The environment for advancing human rights and human development and for foregrounding wellbeing, equity and justice has deteriorated significantly in recent times. Extreme inequality underpins increased antagonism against human rights, while democratic politics has become corroded by social polarization, racism, misogyny and violence. A ‘sinkhole’ effect threatens to collapse the collective ground that connects ‘first generation’ democratic human rights with ‘second generation’ socioeconomic rights and third generation solidarity rights.

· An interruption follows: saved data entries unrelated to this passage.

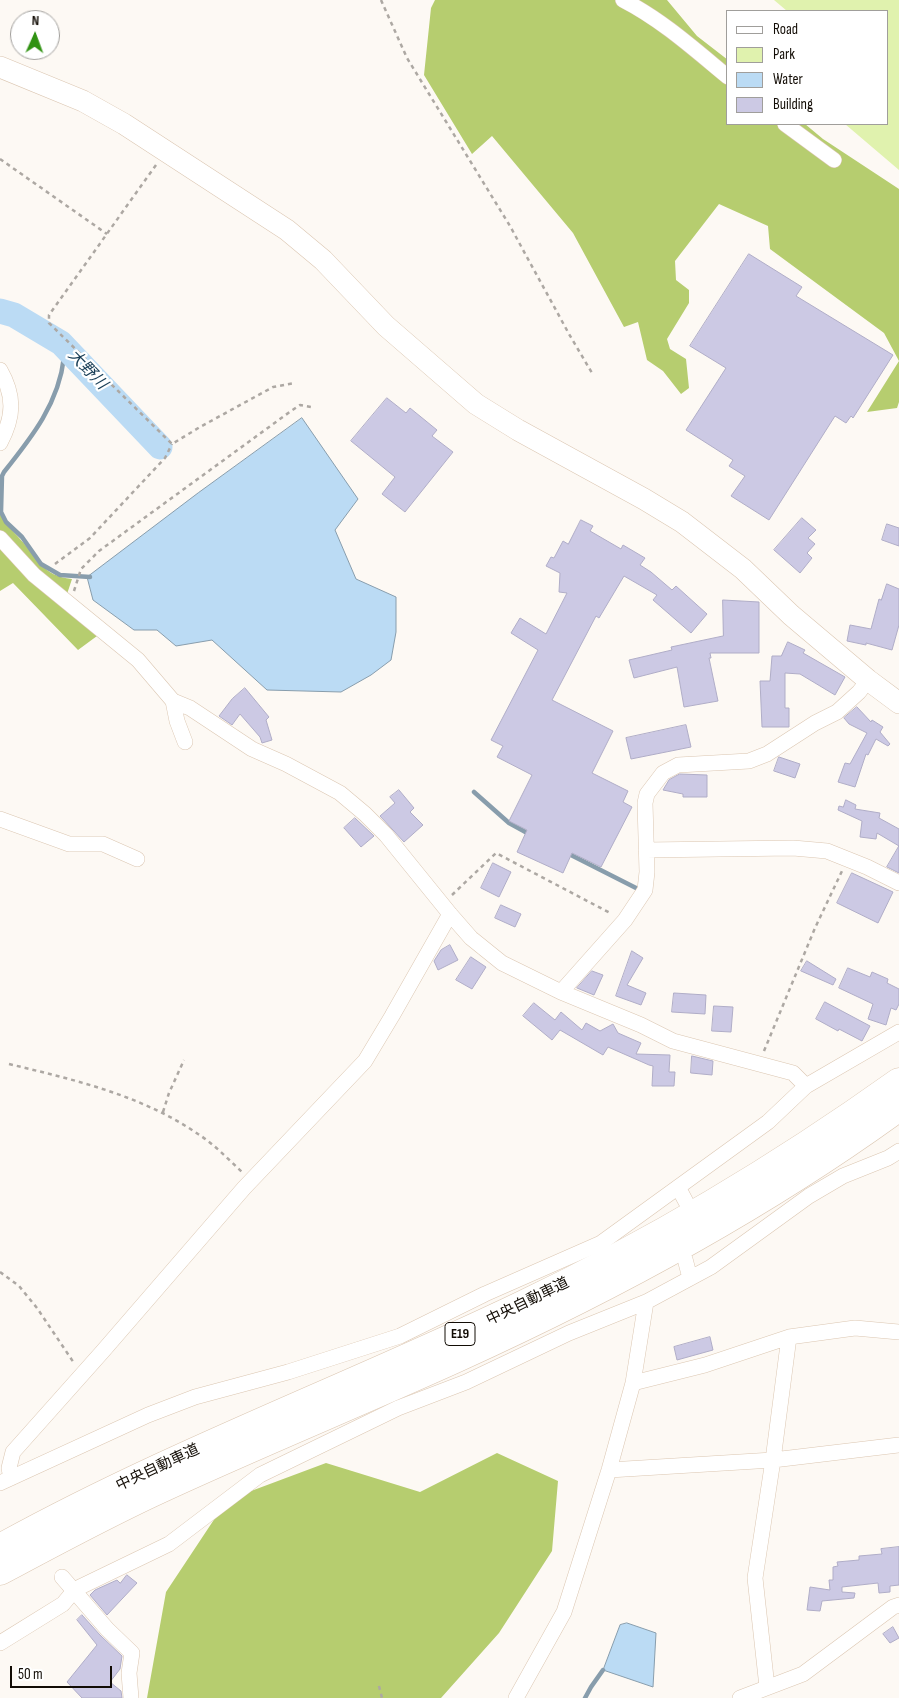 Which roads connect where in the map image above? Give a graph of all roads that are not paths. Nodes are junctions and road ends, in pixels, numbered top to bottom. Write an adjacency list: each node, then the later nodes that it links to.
1 (623, 0): 3 (street)
2 (0, 67): 9 (street)
3 (726, 75)
4 (786, 125): 5 (street)
5 (834, 160)
6 (0, 370): 7 (street)
7 (0, 443)
8 (0, 538): 10 (street)
9 (868, 680): 11 (street); 14 (street)
10 (173, 701): 12 (street); 17 (street)
11 (899, 703)
12 (185, 742)
13 (0, 819): 15 (street)
14 (646, 850): 16 (street); 18 (street)
15 (137, 859)
16 (899, 884)
17 (446, 909): 18 (street); 35 (street)
18 (561, 992): 21 (street)
19 (899, 1032): 21 (street)
20 (899, 1082): 36 (highway, 中央自動車道 / E19)
21 (806, 1086): 24 (street)
22 (899, 1107): 37 (highway, 中央自動車道 / E19)
23 (899, 1151): 27 (street)
24 (678, 1187): 25 (street); 35 (street)
25 (686, 1202)
26 (685, 1259): 27 (street)
27 (690, 1278): 28 (street)
28 (646, 1302): 31 (street); 39 (street)
29 (899, 1332): 30 (street)
30 (789, 1338): 31 (street); 33 (street)
31 (633, 1383): 34 (street)
32 (899, 1445): 33 (street)
33 (773, 1460): 34 (street); 42 (street)
34 (609, 1470): 44 (street)
35 (5, 1480)
36 (0, 1548)
37 (0, 1571)
38 (62, 1577): 39 (street)
39 (73, 1592): 41 (street); 43 (street)
40 (899, 1605): 42 (street)
41 (0, 1643)
42 (767, 1687): 45 (street)
43 (131, 1698)
44 (516, 1698)
45 (740, 1698)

This paper counters the erosion of collective health solidarity, offering public health as alternative grounding for human rights and human development. It uses new public goods theory and public health ethics to repair the democratic sinkhole and counter the hesitation to explicitly commit to advancing health rights. The new public goods approach applies a tripartite test of democratic participation, equity of access and publicness of benefit, supplementing rights-based approaches. A normative embedding of public health ethics further helps to restore ground and counter the erosion of health rights. The four main pillars of public health ethics (autonomy, beneficence, non-maleficence, justice) can be connected to four obligations for health programming: i) identifying and minimising burdens of collective programmes ii) fair procedures for dealing with burdens iii) reducing morbidity and mortality iv) reliable scientific evidence as an underpinning.
In view of current socio-political developments, a key concern is to protect the tripartite nature of public goods, the critical importance of scientific evidence and how public understandings of science connect to corrosive versus constructive collective or individual capabilities to attain future public health.